▶ **WORK ITEM**
Go over the entries below line by line, copying each one that contains the word "Спортивна".
--- SUPPLIED DATA ---
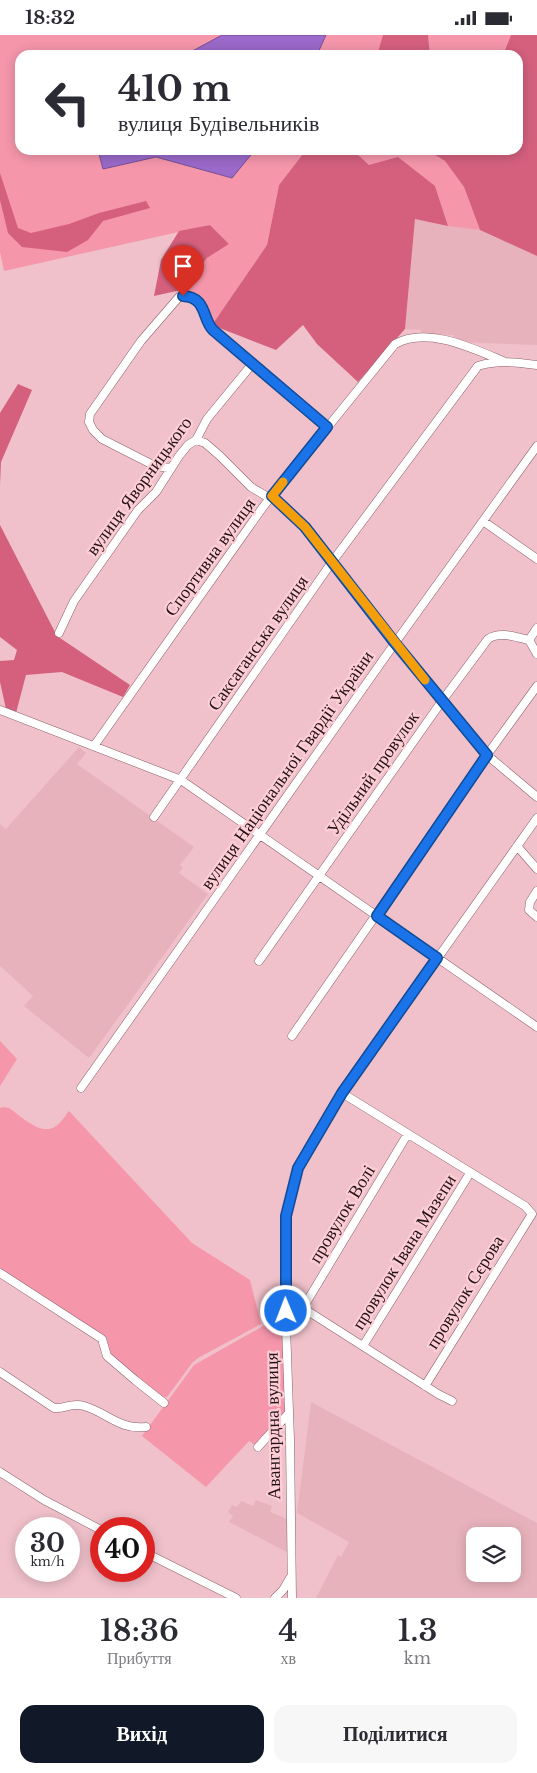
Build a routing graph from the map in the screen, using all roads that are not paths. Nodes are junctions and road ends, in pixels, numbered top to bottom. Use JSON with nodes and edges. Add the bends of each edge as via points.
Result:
{"nodes":[{"id":1,"x":503,"y":361,"type":"junction"},
{"id":2,"x":253,"y":363,"type":"junction"},
{"id":3,"x":537,"y":365,"type":"edge"},
{"id":4,"x":327,"y":427,"type":"junction"},
{"id":5,"x":196,"y":440,"type":"junction"},
{"id":6,"x":537,"y":446,"type":"edge"},
{"id":7,"x":170,"y":468,"type":"junction"},
{"id":8,"x":272,"y":496,"type":"junction"},
{"id":9,"x":483,"y":521,"type":"junction"},
{"id":10,"x":537,"y":559,"type":"edge"},
{"id":11,"x":332,"y":562,"type":"junction"},
{"id":12,"x":537,"y":628,"type":"edge"},
{"id":13,"x":59,"y":633,"type":"dead end"},
{"id":14,"x":529,"y":640,"type":"junction"},
{"id":15,"x":395,"y":643,"type":"junction"},
{"id":16,"x":537,"y":654,"type":"edge"},
{"id":17,"x":537,"y":686,"type":"edge"},
{"id":18,"x":442,"y":701,"type":"junction"},
{"id":19,"x":0,"y":710,"type":"edge"},
{"id":20,"x":94,"y":746,"type":"junction"},
{"id":21,"x":487,"y":755,"type":"junction"},
{"id":22,"x":181,"y":779,"type":"junction"},
{"id":23,"x":537,"y":797,"type":"edge"},
{"id":24,"x":154,"y":817,"type":"dead end"},
{"id":25,"x":537,"y":818,"type":"edge"},
{"id":26,"x":260,"y":834,"type":"junction"},
{"id":27,"x":517,"y":846,"type":"junction"},
{"id":28,"x":537,"y":869,"type":"edge"},
{"id":29,"x":319,"y":876,"type":"junction"},
{"id":30,"x":537,"y":891,"type":"edge"},
{"id":31,"x":377,"y":916,"type":"junction"},
{"id":32,"x":537,"y":917,"type":"edge"},
{"id":33,"x":437,"y":958,"type":"junction"},
{"id":34,"x":259,"y":961,"type":"dead end"},
{"id":35,"x":537,"y":1027,"type":"edge"},
{"id":36,"x":292,"y":1036,"type":"dead end"},
{"id":37,"x":81,"y":1089,"type":"dead end"},
{"id":38,"x":342,"y":1093,"type":"junction"},
{"id":39,"x":407,"y":1135,"type":"junction"},
{"id":40,"x":470,"y":1173,"type":"junction"},
{"id":41,"x":0,"y":1273,"type":"edge"},
{"id":42,"x":285,"y":1298,"type":"junction"},
{"id":43,"x":303,"y":1308,"type":"junction"},
{"id":44,"x":363,"y":1346,"type":"junction"},
{"id":45,"x":0,"y":1372,"type":"edge"},
{"id":46,"x":425,"y":1386,"type":"junction"},
{"id":47,"x":452,"y":1401,"type":"dead end"},
{"id":48,"x":164,"y":1403,"type":"dead end"},
{"id":49,"x":288,"y":1413,"type":"junction"},
{"id":50,"x":146,"y":1427,"type":"dead end"},
{"id":51,"x":258,"y":1447,"type":"dead end"},
{"id":52,"x":0,"y":1472,"type":"edge"},
{"id":53,"x":90,"y":1524,"type":"edge"},
{"id":54,"x":155,"y":1558,"type":"edge"},
{"id":55,"x":290,"y":1578,"type":"junction"},
{"id":56,"x":236,"y":1598,"type":"edge"},
{"id":57,"x":275,"y":1598,"type":"edge"},
{"id":58,"x":292,"y":1598,"type":"edge"}],
"edges":[{"from":1,"to":3,"type":"street"},
{"from":1,"to":4,"type":"street","name":"Спортивна вулиця","via":[[442,339],[404,339],[395,344]]},
{"from":1,"to":11,"type":"street","name":"Саксаганська вулиця","via":[[478,366]]},
{"from":2,"to":4,"type":"street"},
{"from":2,"to":5,"type":"street","name":"вулиця Яворницького","via":[[207,419]]},
{"from":2,"to":7,"type":"street","via":[[213,330],[203,307],[187,296],[179,297],[141,341],[90,414],[89,422],[102,439],[155,466]]},
{"from":4,"to":8,"type":"street","name":"Спортивна вулиця"},
{"from":5,"to":7,"type":"street","name":"вулиця Яворницького"},
{"from":5,"to":8,"type":"street","via":[[205,443],[251,487]]},
{"from":6,"to":9,"type":"street","name":"вулиця Національної Гвардії України"},
{"from":7,"to":13,"type":"street","name":"вулиця Яворницького","via":[[156,492],[138,510],[74,601]]},
{"from":8,"to":11,"type":"street","via":[[305,527]]},
{"from":8,"to":20,"type":"street","name":"Спортивна вулиця"},
{"from":9,"to":10,"type":"street"},
{"from":9,"to":15,"type":"street","name":"вулиця Національної Гвардії України"},
{"from":11,"to":15,"type":"street"},
{"from":11,"to":22,"type":"street","name":"Саксаганська вулиця"},
{"from":12,"to":14,"type":"street"},
{"from":14,"to":16,"type":"street"},
{"from":14,"to":18,"type":"street","name":"Удільний провулок","via":[[501,635],[488,639]]},
{"from":15,"to":18,"type":"street"},
{"from":15,"to":26,"type":"street","name":"вулиця Національної Гвардії України"},
{"from":17,"to":21,"type":"street"},
{"from":18,"to":21,"type":"street"},
{"from":18,"to":29,"type":"street","name":"Удільний провулок"},
{"from":19,"to":20,"type":"street"},
{"from":20,"to":22,"type":"street"},
{"from":21,"to":23,"type":"street"},
{"from":21,"to":31,"type":"street"},
{"from":22,"to":24,"type":"street","name":"Саксаганська вулиця"},
{"from":22,"to":26,"type":"street"},
{"from":25,"to":27,"type":"street","name":"Авангардна вулиця"},
{"from":26,"to":29,"type":"street"},
{"from":26,"to":37,"type":"street","name":"вулиця Національної Гвардії України"},
{"from":27,"to":28,"type":"street"},
{"from":27,"to":33,"type":"street","name":"Авангардна вулиця"},
{"from":29,"to":31,"type":"street"},
{"from":29,"to":34,"type":"street","name":"Удільний провулок"},
{"from":30,"to":32,"type":"street","via":[[529,910]]},
{"from":31,"to":33,"type":"street"},
{"from":31,"to":36,"type":"street"},
{"from":33,"to":35,"type":"street"},
{"from":33,"to":38,"type":"street","name":"Авангардна вулиця"},
{"from":38,"to":39,"type":"street"},
{"from":38,"to":42,"type":"street","name":"Авангардна вулиця","via":[[298,1168],[286,1216]]},
{"from":39,"to":40,"type":"street"},
{"from":39,"to":43,"type":"street","name":"провулок Волі"},
{"from":40,"to":44,"type":"street","name":"провулок Івана Мазепи"},
{"from":40,"to":46,"type":"street","name":"провулок Сєрова","via":[[525,1206],[532,1214]]},
{"from":41,"to":48,"type":"street","via":[[102,1339],[107,1356]]},
{"from":42,"to":43,"type":"street"},
{"from":42,"to":49,"type":"street","name":"Авангардна вулиця"},
{"from":43,"to":44,"type":"street"},
{"from":44,"to":46,"type":"street"},
{"from":45,"to":50,"type":"street","via":[[54,1408],[79,1405],[123,1425]]},
{"from":46,"to":47,"type":"street"},
{"from":49,"to":51,"type":"street"},
{"from":49,"to":55,"type":"street","name":"Авангардна вулиця"},
{"from":52,"to":53,"type":"street"},
{"from":54,"to":56,"type":"street"},
{"from":55,"to":57,"type":"street"},
{"from":55,"to":58,"type":"street","name":"Авангардна вулиця"}]}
---
▶ **THE ANSWER**
{"from":1,"to":4,"type":"street","name":"Спортивна вулиця","via":[[442,339],[404,339],[395,344]]},
{"from":4,"to":8,"type":"street","name":"Спортивна вулиця"},
{"from":8,"to":20,"type":"street","name":"Спортивна вулиця"},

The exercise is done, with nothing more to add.